With textures as diaphanous as these, every note counts: careful listening mandatory. This is chamber music on a large scale, where listening and silences are part of the process. Pli selon pli is an innovation in the art of writing for voice.  Boulez doesn't paint words,  but distils them to their essence. Sometimes words fragment into abstract sound, the poem completed as it were, by singer and players together, in invisible layers. This performance was greatly enhanced by the soloist Yeree Suh, whose experience with the piece paid off well.  She has a lighter, more baroque voice than Barbara Hannigan, closer to the moonlight qualities of Christine Schäfer, whose recording with Boulez and Ensemble Intercontemporain remains the benchmark. Suh 's high, delicate voice suggests emotional delicacy  that gives the piece its magic, yet her delivery was firm and clear: the guiding thread through this elusive labyrinth.

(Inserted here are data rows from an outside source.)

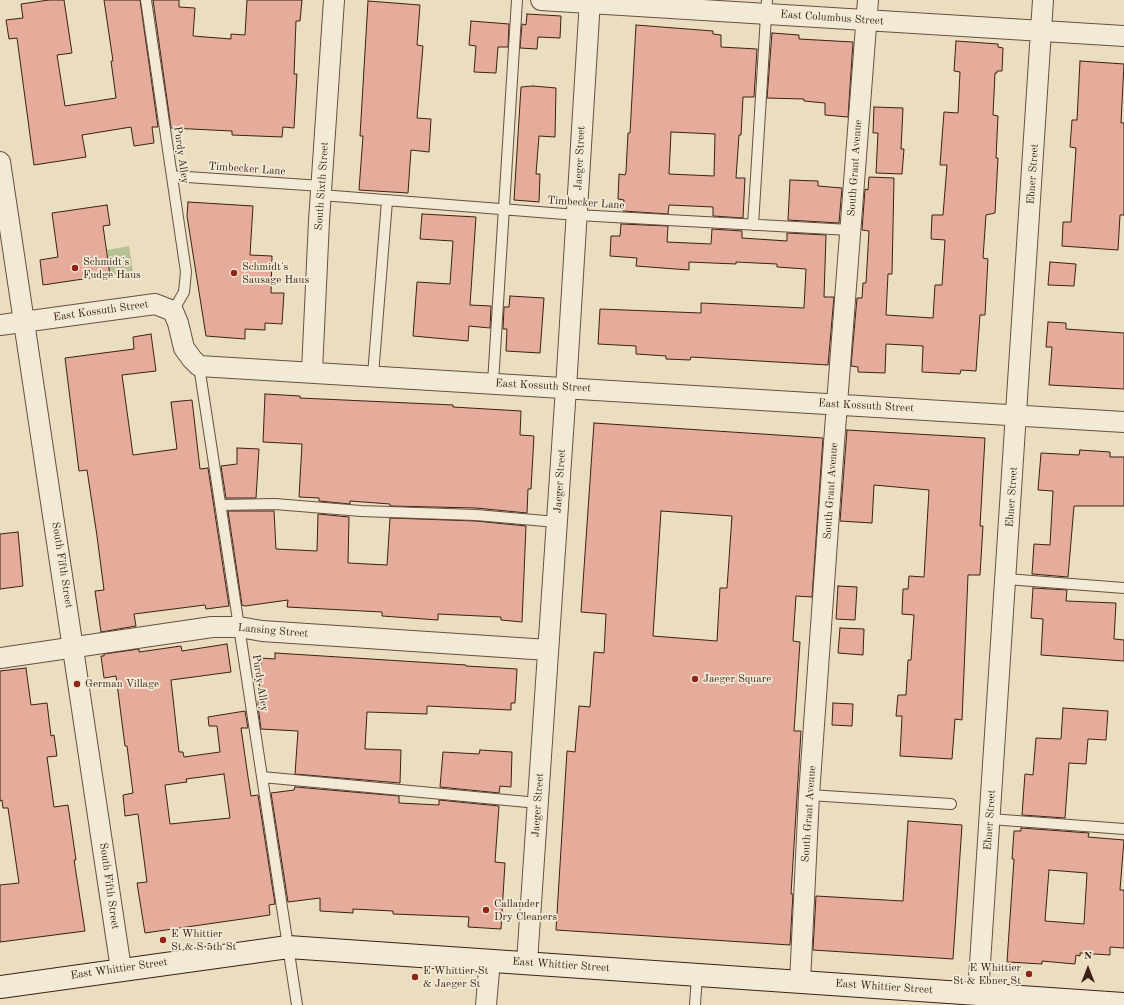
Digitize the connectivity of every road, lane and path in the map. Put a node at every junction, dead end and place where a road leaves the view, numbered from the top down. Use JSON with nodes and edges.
{"nodes":[{"id":1,"x":146,"y":0,"type":"edge"},
{"id":2,"x":334,"y":0,"type":"edge"},
{"id":3,"x":517,"y":0,"type":"edge"},
{"id":4,"x":541,"y":0,"type":"edge"},
{"id":5,"x":868,"y":0,"type":"edge"},
{"id":6,"x":1043,"y":0,"type":"edge"},
{"id":7,"x":590,"y":2,"type":"edge"},
{"id":8,"x":766,"y":7,"type":"edge"},
{"id":9,"x":867,"y":20,"type":"junction"},
{"id":10,"x":1042,"y":30,"type":"junction"},
{"id":11,"x":1124,"y":36,"type":"edge"},
{"id":12,"x":0,"y":162,"type":"edge"},
{"id":13,"x":172,"y":176,"type":"junction"},
{"id":14,"x":321,"y":191,"type":"junction"},
{"id":15,"x":387,"y":201,"type":"junction"},
{"id":16,"x":505,"y":209,"type":"junction"},
{"id":17,"x":577,"y":215,"type":"junction"},
{"id":18,"x":752,"y":225,"type":"junction"},
{"id":19,"x":850,"y":230,"type":"junction"},
{"id":20,"x":174,"y":311,"type":"junction"},
{"id":21,"x":24,"y":322,"type":"junction"},
{"id":22,"x":0,"y":325,"type":"edge"},
{"id":23,"x":199,"y":366,"type":"junction"},
{"id":24,"x":312,"y":371,"type":"junction"},
{"id":25,"x":373,"y":375,"type":"junction"},
{"id":26,"x":493,"y":383,"type":"junction"},
{"id":27,"x":566,"y":388,"type":"junction"},
{"id":28,"x":837,"y":404,"type":"junction"},
{"id":29,"x":1017,"y":415,"type":"junction"},
{"id":30,"x":1124,"y":422,"type":"edge"},
{"id":31,"x":221,"y":504,"type":"junction"},
{"id":32,"x":557,"y":522,"type":"junction"},
{"id":33,"x":1006,"y":579,"type":"junction"},
{"id":34,"x":1124,"y":588,"type":"edge"},
{"id":35,"x":239,"y":627,"type":"junction"},
{"id":36,"x":74,"y":647,"type":"junction"},
{"id":37,"x":548,"y":650,"type":"junction"},
{"id":38,"x":0,"y":658,"type":"edge"},
{"id":39,"x":262,"y":777,"type":"junction"},
{"id":40,"x":809,"y":795,"type":"junction"},
{"id":41,"x":538,"y":803,"type":"junction"},
{"id":42,"x":951,"y":804,"type":"dead end"},
{"id":43,"x":990,"y":819,"type":"junction"},
{"id":44,"x":1124,"y":829,"type":"edge"},
{"id":45,"x":288,"y":947,"type":"junction"},
{"id":46,"x":490,"y":960,"type":"junction"},
{"id":47,"x":527,"y":962,"type":"junction"},
{"id":48,"x":121,"y":969,"type":"junction"},
{"id":49,"x":697,"y":975,"type":"junction"},
{"id":50,"x":800,"y":982,"type":"junction"},
{"id":51,"x":0,"y":987,"type":"edge"},
{"id":52,"x":971,"y":997,"type":"edge"},
{"id":53,"x":1124,"y":1004,"type":"edge"},
{"id":54,"x":297,"y":1005,"type":"edge"},
{"id":55,"x":486,"y":1005,"type":"edge"},
{"id":56,"x":695,"y":1005,"type":"edge"}],
"edges":[{"from":1,"to":13,"type":"lane","name":"Purdy Alley"},
{"from":2,"to":14,"type":"street","name":"South Sixth Street"},
{"from":3,"to":16,"type":"lane"},
{"from":4,"to":7,"type":"street","name":"East Columbus Street"},
{"from":5,"to":9,"type":"street","name":"South Grant Avenue"},
{"from":6,"to":10,"type":"street","name":"Ebner Street"},
{"from":7,"to":8,"type":"street","name":"East Columbus Street"},
{"from":7,"to":17,"type":"street","name":"Jaeger Street"},
{"from":8,"to":9,"type":"street","name":"East Columbus Street"},
{"from":8,"to":18,"type":"lane"},
{"from":9,"to":10,"type":"street","name":"East Columbus Street"},
{"from":9,"to":19,"type":"street","name":"South Grant Avenue"},
{"from":10,"to":11,"type":"street","name":"East Columbus Street"},
{"from":10,"to":29,"type":"street","name":"Ebner Street"},
{"from":12,"to":21,"type":"street","name":"South Fifth Street"},
{"from":13,"to":14,"type":"lane","name":"Timbecker Lane"},
{"from":13,"to":20,"type":"lane","name":"Purdy Alley"},
{"from":14,"to":15,"type":"lane","name":"Timbecker Lane"},
{"from":14,"to":24,"type":"street","name":"South Sixth Street"},
{"from":15,"to":16,"type":"lane","name":"Timbecker Lane"},
{"from":15,"to":25,"type":"lane"},
{"from":16,"to":17,"type":"lane","name":"Timbecker Lane"},
{"from":16,"to":26,"type":"lane"},
{"from":17,"to":18,"type":"lane","name":"Timbecker Lane"},
{"from":17,"to":27,"type":"street","name":"Jaeger Street"},
{"from":18,"to":19,"type":"lane","name":"Timbecker Lane"},
{"from":19,"to":28,"type":"street","name":"South Grant Avenue"},
{"from":20,"to":21,"type":"street","name":"East Kossuth Street"},
{"from":20,"to":23,"type":"street"},
{"from":21,"to":22,"type":"street","name":"East Kossuth Street"},
{"from":21,"to":36,"type":"street","name":"South Fifth Street"},
{"from":23,"to":24,"type":"street","name":"East Kossuth Street"},
{"from":23,"to":31,"type":"lane","name":"Purdy Alley"},
{"from":24,"to":25,"type":"street","name":"East Kossuth Street"},
{"from":25,"to":26,"type":"street","name":"East Kossuth Street"},
{"from":26,"to":27,"type":"street","name":"East Kossuth Street"},
{"from":27,"to":28,"type":"street","name":"East Kossuth Street"},
{"from":27,"to":32,"type":"street","name":"Jaeger Street"},
{"from":28,"to":29,"type":"street","name":"East Kossuth Street"},
{"from":28,"to":40,"type":"street","name":"South Grant Avenue"},
{"from":29,"to":30,"type":"street","name":"East Kossuth Street"},
{"from":29,"to":33,"type":"street","name":"Ebner Street"},
{"from":31,"to":32,"type":"lane"},
{"from":31,"to":35,"type":"lane","name":"Purdy Alley"},
{"from":32,"to":37,"type":"street","name":"Jaeger Street"},
{"from":33,"to":34,"type":"lane"},
{"from":33,"to":43,"type":"street","name":"Ebner Street"},
{"from":35,"to":36,"type":"street","name":"Lansing Street"},
{"from":35,"to":37,"type":"street","name":"Lansing Street"},
{"from":35,"to":39,"type":"lane","name":"Purdy Alley"},
{"from":36,"to":38,"type":"street","name":"Lansing Street"},
{"from":36,"to":48,"type":"street","name":"South Fifth Street"},
{"from":37,"to":41,"type":"street","name":"Jaeger Street"},
{"from":39,"to":41,"type":"lane"},
{"from":39,"to":45,"type":"lane","name":"Purdy Alley"},
{"from":40,"to":42,"type":"lane"},
{"from":40,"to":50,"type":"street","name":"South Grant Avenue"},
{"from":41,"to":47,"type":"street","name":"Jaeger Street"},
{"from":43,"to":44,"type":"lane"},
{"from":43,"to":52,"type":"street","name":"Ebner Street"},
{"from":45,"to":46,"type":"street","name":"East Whittier Street"},
{"from":45,"to":48,"type":"street","name":"East Whittier Street"},
{"from":45,"to":54,"type":"lane","name":"Purdy Alley"},
{"from":46,"to":47,"type":"street","name":"East Whittier Street"},
{"from":46,"to":55,"type":"street"},
{"from":47,"to":49,"type":"street","name":"East Whittier Street"},
{"from":48,"to":51,"type":"street","name":"East Whittier Street"},
{"from":49,"to":50,"type":"street","name":"East Whittier Street"},
{"from":49,"to":56,"type":"lane"},
{"from":50,"to":52,"type":"street","name":"East Whittier Street"},
{"from":52,"to":53,"type":"street","name":"East Whittier Street"}]}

Mallarmé's first poem, Don (Gift), has images, but no grammar. Words are separated by spaces filled by dots, which are as essential to meaning as the words themselves. Boulez expresses this with sequences of single chords, rippling around the voice. You're listening to the spaces and thinking, while the voice stretches forwards, searching and exploring. In this first poem, meaning is suggested by images of rock-like harshness - basalt. lava, winter - contrasted with images of ephemera - foam on waves, memory, loss. The word "hiver" (winter) the single notes around the voice prickle like penetrating frost, the sea itself frozen hard. Ce lac dur oublié que hante sous le givre le transparent glacier".

The Improvisation on Une dentelle s'ablouit combines Mallarmé's puzzles with Boulez's intricate structures, this time in reverse. Like lace, the soprano's lines trill and twist - horrendously difficult to sing - but behind her the music unravels. Whispering sibilants of cymbals being brushed, a fairly long passage for maracas. Then, as if brought to life by the line flotte plus qu'il ensevelit, the flutes emerge floating the vocal line that's subsumed behind the orchestra. Deftly placed silences again - a long gap between "au creux néant" and musicien" to emphasize dormant creation. Similarly, emphasis on the word "le sein", the key word in "Selon nul ventre que le sein filial on aurait pu naître".

Mallarmé throws a wild card with multiple puns on vowels in A la Nue Accablante Tu but Boulez parries with sound that extends the vowels and cuts across them with sharp sibilants.  Again, the hard images from the beginning of the cycle, "basse de basalte et des laves", Suh's legato rising and falling like the waves of the sea implicit in the symbols of foam and shipwrecks. The orchestral cells break into patterns that might suggest water, light, churning like the motions of waves. Gradually a new perspective emerges. Trumpets, tuba, tubular bells, so reminiscent of Messiaen that it feels like a deliberate reference, especially given the meaning of this work as a whole. Perhaps Boulez is referring to the penultimate section of Et exspecto resurrectionem mortuorum, and to the end of Time itself. But perhaps it's also a reference to Messiaen himself, Boulez's spiritual father.  As Pierre-Laurent Aimard has said, sons defy their fathers in order to mature, it's the way of Nature. Boulez scrapped with Messiaen but their bond was so close that it could not break. This reaffirms the meaning of  le sein (the breast).  The last section, Tombeau consists of one phrase, "Un peu profound ruisseau calomnié la mort",  This, for me, gives Pli selon pli its intense emotional power.

Boulez's vocal writing doesn't get nearly the respect it deserves, perhaps because there's so much in his music that fascinates.  "Poetry beyond words" I wrote earlier this week about Birtwistle, Carter, Holt and Anderson at the Wigmore Hall (see more here).  Boulez's music takes off  above and beyond mere words, opening out new possibilities of feeling and of expression.  As a man, Boulez is exceptionally well read and interested in art (he collects Paul Klee) . In an era where the very word "intellectual" is  a term of abuse, we need people like Boulez more than ever.